On 10/30/07 10:17 AM, "Jim the Standing Bear" <[EMAIL PROTECTED]>
wrote:

> Thanks for jumping in and giving me inputs, Ted.  Yes, intuitively it
> is an easy project (we had a conversation a few days back), except
> when it comes to implementation, I am having trouble with the details.
> 
> I tried to look at nutch's source code, but frankly it wasn't trivial.

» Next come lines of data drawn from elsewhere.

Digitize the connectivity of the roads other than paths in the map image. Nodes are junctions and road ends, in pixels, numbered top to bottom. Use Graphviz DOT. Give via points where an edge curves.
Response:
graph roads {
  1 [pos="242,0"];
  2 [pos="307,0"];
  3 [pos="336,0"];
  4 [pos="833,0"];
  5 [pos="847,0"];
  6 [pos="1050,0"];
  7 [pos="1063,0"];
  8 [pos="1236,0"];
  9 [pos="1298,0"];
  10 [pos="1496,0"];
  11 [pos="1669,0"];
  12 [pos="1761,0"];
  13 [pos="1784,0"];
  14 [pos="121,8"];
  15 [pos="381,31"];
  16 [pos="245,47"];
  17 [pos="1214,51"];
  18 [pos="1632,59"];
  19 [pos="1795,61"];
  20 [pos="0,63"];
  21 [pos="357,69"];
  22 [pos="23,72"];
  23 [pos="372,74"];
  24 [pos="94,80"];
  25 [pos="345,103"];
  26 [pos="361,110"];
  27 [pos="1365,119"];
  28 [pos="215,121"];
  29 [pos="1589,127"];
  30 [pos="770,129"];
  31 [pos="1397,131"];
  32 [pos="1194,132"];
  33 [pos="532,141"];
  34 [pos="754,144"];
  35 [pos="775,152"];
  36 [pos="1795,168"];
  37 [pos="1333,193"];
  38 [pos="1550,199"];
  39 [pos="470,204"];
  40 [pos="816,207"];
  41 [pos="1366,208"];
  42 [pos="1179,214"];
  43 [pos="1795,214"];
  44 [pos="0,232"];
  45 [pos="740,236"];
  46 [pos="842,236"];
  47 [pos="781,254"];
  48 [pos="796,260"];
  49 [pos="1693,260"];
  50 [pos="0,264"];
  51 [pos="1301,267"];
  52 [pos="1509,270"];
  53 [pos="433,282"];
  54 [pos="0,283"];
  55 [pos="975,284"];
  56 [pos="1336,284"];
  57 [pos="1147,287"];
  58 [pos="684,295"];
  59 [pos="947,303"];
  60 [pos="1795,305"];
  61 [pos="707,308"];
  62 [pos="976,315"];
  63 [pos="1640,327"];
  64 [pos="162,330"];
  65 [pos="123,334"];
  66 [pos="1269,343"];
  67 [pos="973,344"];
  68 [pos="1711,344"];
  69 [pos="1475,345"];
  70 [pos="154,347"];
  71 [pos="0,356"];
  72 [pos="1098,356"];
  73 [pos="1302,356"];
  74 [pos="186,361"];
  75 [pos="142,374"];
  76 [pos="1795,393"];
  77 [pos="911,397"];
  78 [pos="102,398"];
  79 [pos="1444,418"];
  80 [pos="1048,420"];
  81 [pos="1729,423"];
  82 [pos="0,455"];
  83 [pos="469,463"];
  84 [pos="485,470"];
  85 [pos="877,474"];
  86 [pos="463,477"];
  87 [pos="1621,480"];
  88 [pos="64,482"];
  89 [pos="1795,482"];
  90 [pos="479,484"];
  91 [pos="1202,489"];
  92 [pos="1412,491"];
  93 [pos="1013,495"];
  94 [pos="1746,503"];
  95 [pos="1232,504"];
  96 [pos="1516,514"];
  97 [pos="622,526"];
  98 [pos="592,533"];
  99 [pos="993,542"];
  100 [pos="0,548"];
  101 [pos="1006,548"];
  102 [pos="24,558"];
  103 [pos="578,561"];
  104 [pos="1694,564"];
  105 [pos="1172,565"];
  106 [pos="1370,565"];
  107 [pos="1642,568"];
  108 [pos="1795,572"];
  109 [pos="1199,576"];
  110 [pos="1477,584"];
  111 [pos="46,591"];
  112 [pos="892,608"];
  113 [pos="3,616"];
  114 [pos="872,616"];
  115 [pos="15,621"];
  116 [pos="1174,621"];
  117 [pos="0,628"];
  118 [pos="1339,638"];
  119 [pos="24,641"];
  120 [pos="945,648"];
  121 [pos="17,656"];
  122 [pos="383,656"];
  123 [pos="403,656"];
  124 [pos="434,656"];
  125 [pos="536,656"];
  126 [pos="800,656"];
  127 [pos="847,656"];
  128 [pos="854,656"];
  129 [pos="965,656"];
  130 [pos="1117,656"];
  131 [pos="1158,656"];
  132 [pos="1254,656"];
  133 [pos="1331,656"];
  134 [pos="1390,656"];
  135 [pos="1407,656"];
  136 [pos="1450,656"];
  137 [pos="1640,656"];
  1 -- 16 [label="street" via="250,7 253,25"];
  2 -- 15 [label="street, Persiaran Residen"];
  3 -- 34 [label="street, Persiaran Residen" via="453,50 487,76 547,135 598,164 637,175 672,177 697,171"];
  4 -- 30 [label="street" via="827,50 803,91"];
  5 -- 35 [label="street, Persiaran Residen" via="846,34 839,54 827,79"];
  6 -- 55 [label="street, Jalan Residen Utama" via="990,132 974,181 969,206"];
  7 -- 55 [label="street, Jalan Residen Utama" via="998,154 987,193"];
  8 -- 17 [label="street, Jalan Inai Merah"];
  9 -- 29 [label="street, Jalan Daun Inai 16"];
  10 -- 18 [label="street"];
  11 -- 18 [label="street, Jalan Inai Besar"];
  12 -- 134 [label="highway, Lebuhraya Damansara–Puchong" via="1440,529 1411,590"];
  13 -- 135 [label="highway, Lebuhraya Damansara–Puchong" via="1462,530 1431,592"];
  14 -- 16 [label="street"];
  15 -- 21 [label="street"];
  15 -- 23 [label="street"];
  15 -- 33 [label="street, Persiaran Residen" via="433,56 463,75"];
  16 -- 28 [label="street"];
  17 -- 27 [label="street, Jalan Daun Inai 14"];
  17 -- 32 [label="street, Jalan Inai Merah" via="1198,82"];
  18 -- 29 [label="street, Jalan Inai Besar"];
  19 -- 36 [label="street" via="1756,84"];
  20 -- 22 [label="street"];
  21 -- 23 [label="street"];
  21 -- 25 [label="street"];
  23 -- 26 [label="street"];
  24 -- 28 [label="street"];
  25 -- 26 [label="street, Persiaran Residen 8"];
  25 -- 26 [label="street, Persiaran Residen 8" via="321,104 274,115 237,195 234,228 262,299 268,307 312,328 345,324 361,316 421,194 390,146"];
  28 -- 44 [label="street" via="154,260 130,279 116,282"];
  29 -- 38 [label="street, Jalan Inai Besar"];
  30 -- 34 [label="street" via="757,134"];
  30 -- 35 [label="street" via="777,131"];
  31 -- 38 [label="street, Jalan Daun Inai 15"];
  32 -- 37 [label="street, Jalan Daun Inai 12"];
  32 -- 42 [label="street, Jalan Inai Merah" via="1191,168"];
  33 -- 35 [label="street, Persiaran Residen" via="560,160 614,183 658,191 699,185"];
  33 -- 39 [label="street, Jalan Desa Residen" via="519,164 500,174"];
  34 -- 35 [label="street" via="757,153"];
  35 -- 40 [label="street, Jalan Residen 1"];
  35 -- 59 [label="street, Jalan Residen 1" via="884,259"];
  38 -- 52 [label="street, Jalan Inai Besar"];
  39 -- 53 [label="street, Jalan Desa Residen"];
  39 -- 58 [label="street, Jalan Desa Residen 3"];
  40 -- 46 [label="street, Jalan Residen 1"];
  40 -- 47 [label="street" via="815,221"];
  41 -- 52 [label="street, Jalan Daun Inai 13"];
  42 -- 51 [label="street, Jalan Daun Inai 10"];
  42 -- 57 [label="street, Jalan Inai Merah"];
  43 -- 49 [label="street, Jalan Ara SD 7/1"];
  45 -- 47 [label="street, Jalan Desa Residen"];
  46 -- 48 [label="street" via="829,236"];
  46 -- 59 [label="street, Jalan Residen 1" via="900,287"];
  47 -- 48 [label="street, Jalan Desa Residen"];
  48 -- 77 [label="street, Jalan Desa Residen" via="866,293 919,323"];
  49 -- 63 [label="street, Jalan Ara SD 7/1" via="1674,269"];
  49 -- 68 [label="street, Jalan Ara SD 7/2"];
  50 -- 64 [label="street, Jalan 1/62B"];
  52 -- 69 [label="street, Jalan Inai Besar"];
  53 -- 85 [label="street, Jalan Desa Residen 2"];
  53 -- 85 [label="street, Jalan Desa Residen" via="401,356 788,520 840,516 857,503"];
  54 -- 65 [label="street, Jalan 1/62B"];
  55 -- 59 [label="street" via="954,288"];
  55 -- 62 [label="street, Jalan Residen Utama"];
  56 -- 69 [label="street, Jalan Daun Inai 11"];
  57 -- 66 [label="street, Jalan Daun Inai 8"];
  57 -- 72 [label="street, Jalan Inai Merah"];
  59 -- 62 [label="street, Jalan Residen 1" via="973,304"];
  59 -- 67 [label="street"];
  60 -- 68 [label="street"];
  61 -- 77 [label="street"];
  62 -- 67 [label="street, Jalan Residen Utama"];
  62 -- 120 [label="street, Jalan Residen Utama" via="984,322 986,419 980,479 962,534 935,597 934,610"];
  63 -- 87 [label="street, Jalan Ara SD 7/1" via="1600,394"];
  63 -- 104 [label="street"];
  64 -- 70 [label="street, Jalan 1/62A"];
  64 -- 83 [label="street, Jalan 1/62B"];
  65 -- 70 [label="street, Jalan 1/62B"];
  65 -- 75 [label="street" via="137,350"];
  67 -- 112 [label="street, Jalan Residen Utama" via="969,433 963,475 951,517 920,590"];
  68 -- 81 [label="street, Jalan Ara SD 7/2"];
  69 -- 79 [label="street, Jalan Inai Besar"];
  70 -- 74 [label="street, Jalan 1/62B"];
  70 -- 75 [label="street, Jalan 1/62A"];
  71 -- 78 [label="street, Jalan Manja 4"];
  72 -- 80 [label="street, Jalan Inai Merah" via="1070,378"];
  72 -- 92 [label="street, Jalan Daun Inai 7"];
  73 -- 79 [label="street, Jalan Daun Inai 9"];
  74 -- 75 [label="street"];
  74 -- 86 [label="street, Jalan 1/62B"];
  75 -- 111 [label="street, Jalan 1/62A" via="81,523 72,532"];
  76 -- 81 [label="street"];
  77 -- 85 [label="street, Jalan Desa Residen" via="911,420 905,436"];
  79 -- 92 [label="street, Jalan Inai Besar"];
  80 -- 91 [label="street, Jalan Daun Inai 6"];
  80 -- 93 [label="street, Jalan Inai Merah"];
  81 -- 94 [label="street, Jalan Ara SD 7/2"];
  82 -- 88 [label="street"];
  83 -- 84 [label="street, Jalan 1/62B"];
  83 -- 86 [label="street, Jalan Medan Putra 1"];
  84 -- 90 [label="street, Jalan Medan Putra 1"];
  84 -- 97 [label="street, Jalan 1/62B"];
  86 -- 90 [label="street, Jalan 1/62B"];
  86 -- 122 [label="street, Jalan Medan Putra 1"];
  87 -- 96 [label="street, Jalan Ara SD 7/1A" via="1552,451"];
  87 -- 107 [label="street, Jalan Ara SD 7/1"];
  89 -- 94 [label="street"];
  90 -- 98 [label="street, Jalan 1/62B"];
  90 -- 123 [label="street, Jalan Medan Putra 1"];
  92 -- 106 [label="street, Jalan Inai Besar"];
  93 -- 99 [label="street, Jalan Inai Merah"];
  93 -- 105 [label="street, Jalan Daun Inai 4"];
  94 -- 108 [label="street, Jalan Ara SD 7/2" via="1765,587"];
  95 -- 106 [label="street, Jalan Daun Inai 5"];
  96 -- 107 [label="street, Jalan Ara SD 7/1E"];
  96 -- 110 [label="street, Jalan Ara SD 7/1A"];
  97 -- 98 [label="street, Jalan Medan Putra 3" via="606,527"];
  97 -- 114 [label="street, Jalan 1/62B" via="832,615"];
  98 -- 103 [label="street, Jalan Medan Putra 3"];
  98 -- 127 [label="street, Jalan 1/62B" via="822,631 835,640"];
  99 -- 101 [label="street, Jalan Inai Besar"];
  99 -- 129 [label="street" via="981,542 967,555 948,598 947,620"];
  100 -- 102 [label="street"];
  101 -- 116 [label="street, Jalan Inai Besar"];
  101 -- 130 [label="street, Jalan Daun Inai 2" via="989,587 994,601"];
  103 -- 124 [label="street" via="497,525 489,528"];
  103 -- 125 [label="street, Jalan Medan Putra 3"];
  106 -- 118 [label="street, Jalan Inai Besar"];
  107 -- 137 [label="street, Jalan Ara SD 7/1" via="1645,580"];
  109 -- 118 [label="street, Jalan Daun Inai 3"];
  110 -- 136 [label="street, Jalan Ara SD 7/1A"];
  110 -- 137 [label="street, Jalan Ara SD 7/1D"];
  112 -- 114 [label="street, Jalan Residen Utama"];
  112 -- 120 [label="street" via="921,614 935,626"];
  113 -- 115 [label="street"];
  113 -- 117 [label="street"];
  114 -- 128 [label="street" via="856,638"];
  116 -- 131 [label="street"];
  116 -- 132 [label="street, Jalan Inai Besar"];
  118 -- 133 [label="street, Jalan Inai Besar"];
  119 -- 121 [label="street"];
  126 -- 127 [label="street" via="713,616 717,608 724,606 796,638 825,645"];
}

> I guess I will try again, with what you just said in the emails as a
> guide.
> 
> -- Jim
> 
> On 10/30/07, Ted Dunning <[EMAIL PROTECTED]> wrote:
>> 
>> 
>> When there are no new catalogs to examine, then the main code can exit.
>> 
>> The easiest way to present this back to the controller is by using the
>> counter capability.  That what the controller can look at the results of a
>> map-reduce step to determine how many new catalogs were found.
>> 
>> You haven't hit a dead end.  This is really a pretty simple program that is
>> very similar to what nutch does all the time to crawl web sites.
>> 
>> 
>> On 10/29/07 6:57 PM, "Jim the Standing Bear" <[EMAIL PROTECTED]> wrote:
>> 
>>> Thanks, Stu...  Maybe my mind is way off track - but I still sense a
>>> problem with the mapper sending feedbacks to the job controller.  That
>>> is, when a mapper has reached the terminal condition, how can it tell
>>> the job controller to stop?
>>> 
>>> If I keep a JobConf object in the mapper, and set a property
>>> "stop.processing" to true when a mapping task has reached the terminal
>>> condition, will it cause synchronization problems?  There could be
>>> other mapping tasks that still wish to go on?
>>> 
>>> I tried to find a way so that the job controller can open the file in
>>> the output path at the end of the loop to read the contents; but thus
>>> far, I haven't seen a way to achieve this.
>>> 
>>> Does this mean I have hit a dead-end?
>>> 
>>> -- Jim
>>> 
>>> 
>>> 
>>> On 10/29/07, Stu Hood <[EMAIL PROTECTED]> wrote:
>>>> The iteration would take place in your control code (your 'main' method, as
>>>> shown in the examples).
>>>> 
>>>> In order to prevent records from looping infinitely, each iteration would
>>>> need to use a separate output/input directory.
>>>> 
>>>> Thanks,
>>>> Stu
>>>> 
>>>> 
>>>> -----Original Message-----
>>>> From: Jim the Standing Bear <[EMAIL PROTECTED]>
>>>> Sent: Monday, October 29, 2007 5:45pm
>>>> To: [email protected]
>>>> Subject: Re: can jobs be launched recursively within a mapper ?
>>>> 
>>>> thanks, Owen and David,
>>>> 
>>>> I also thought of making a queue so that I can push catalog names to
>>>> the end of it, while the job control loop keeps removing items off the
>>>> queue until there is no more left.
>>>> 
>>>> However, the problem is I don't see how I can do so within the
>>>> map/reduce context.  All the code examples are one-shot deals and
>>>> there is no iteration involved.
>>>> 
>>>> Furthermore, what David said made sense, but to avoid infinite loop,
>>>> the code must remove the record it just read from the input file.  How
>>>> do I do that using hadoop's fs?  or does hadoop take care of it
>>>> automatically?
>>>> 
>>>> -- Jim
>>>> 
>>>> 
>>>> 
>>>> On 10/29/07, David Balatero <[EMAIL PROTECTED]> wrote:
>>>>> Aren't these questions a little advanced for a bear to be asking?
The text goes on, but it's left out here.